But the cost, critics say, is that the bill completely sidelines the European and Russian-backed Minsk Agreements as a path to peace in the troubled region. By recasting the conflict, they say, Ukraine is apparently jettisoning outside mediation through the Minsk accords, which risks alienating already exasperated Europeans and closing off the only currently existent mechanism for peacefully ending the unrest in the East.
“Poroshenko's powers as chief commander are bolstered under the law, and all security forces are now to be subordinated directly to him,” says Vadim Karasyov, director of the Kiev-based Institute of Global Strategies, an independent think tank. “The top-down power vertical has been strengthened, and a clear political and diplomatic message has been sent: there is no conflict between Kiev and [the rebel region of] Donetsk, but there is one between Kiev and Moscow, even if there is no hope of resolving it.”
For almost four years, Ukrainian forces have made war against pro-Russian forces under the awkward rubric of an “anti-terrorist operation.” The new law would abolish any suggestion that the enemy might be anti-Kiev Ukrainians, and labels the rebel republics of Donetsk and Luhansk as “temporarily occupied territories” for which Russia is entirely responsible.

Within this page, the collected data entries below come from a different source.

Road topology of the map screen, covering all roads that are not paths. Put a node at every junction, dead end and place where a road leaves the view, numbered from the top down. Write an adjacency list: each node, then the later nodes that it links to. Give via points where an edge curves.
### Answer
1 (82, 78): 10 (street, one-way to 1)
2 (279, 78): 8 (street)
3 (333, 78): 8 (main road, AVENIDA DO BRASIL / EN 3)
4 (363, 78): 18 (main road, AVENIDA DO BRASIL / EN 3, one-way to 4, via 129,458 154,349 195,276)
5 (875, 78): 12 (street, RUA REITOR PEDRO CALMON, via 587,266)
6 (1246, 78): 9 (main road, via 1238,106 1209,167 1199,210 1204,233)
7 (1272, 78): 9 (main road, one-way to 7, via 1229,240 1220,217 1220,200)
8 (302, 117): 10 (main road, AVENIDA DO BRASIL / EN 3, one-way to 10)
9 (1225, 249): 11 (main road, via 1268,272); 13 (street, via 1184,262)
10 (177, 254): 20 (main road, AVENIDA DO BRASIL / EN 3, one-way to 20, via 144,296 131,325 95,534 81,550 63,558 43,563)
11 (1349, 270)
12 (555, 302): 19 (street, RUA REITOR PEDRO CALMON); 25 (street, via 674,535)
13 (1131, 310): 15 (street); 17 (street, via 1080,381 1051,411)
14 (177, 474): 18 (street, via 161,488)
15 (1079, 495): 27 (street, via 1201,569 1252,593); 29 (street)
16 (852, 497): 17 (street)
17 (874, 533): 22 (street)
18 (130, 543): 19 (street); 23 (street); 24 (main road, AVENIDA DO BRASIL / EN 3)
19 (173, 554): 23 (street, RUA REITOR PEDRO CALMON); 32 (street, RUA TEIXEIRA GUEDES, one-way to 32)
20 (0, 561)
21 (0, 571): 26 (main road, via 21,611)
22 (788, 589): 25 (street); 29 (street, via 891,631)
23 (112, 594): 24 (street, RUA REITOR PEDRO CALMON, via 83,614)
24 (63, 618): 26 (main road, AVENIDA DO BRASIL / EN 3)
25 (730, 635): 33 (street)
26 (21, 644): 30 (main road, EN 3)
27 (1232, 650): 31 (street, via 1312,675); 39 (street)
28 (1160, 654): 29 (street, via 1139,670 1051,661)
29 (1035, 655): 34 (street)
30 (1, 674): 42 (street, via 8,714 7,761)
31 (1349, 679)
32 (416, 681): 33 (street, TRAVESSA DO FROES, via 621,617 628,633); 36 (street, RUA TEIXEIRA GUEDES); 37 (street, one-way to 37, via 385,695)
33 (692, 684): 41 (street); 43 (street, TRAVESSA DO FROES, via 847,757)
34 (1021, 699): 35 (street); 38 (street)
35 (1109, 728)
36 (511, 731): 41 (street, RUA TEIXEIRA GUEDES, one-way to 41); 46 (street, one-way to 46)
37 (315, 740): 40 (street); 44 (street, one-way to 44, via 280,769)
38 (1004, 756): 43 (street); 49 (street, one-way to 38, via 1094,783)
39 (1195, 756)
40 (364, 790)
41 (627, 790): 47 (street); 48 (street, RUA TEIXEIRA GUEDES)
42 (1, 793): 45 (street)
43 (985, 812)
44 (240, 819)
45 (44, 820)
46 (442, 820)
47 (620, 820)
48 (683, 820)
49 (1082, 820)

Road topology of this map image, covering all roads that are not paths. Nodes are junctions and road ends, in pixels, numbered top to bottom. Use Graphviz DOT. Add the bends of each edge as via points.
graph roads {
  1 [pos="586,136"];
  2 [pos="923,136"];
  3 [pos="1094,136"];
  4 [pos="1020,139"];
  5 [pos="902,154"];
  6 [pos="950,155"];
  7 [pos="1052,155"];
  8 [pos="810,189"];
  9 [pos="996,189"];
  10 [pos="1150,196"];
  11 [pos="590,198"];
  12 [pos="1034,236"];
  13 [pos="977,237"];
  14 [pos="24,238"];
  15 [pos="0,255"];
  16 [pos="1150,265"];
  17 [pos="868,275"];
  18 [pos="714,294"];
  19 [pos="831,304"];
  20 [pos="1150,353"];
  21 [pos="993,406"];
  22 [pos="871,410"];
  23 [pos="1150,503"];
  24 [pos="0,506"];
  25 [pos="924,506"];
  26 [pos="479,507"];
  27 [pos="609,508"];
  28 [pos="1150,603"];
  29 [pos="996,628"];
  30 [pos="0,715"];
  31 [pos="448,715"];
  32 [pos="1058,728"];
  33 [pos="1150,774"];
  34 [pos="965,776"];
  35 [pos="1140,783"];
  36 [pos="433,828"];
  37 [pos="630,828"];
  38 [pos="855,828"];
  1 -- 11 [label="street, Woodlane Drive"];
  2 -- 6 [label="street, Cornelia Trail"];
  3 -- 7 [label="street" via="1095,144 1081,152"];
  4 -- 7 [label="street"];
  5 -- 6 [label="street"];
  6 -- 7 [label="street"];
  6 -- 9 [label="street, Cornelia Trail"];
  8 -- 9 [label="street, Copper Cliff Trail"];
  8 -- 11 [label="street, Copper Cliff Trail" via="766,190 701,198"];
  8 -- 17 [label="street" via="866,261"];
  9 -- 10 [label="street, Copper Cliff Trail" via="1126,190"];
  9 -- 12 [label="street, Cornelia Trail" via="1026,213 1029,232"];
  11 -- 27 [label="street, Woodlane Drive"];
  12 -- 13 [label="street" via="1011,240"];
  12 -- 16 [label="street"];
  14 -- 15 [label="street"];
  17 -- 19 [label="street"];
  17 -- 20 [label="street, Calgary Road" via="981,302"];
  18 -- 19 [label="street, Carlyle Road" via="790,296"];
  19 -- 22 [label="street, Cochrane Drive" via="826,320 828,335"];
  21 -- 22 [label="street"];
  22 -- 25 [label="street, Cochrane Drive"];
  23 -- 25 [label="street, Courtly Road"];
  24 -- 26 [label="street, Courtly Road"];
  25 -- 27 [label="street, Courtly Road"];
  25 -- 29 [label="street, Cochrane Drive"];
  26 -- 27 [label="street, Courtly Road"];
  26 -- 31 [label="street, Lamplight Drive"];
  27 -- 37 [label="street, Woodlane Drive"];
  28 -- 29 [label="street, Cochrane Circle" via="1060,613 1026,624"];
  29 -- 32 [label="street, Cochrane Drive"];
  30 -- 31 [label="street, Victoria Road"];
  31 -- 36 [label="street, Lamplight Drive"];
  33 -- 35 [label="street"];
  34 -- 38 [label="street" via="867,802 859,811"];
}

The Minsk accords outlined a detailed procedure through which Donetsk and Luhansk would receive “special status,” hold internationally-recognized elections, and then negotiate their reintegration into Ukraine directly with Kiev, including basic constitutional reforms to federalize the country. No substantive steps have ever been undertaken by either side to implement these terms, and the new “Donbass Integration Law” now makes clear that Kiev expects the country to be re-united on its terms alone, though probably not anytime soon.
Ukrainian lawmakers, who overwhelmingly passed the bill on Jan. 19, argue that it simply normalizes a situation that has long existed but was clouded by misleading jargon and official fealty to the non-functioning Minsk accords. For his part, Poroshenko denies that the bill contradicts the Minsk process at all.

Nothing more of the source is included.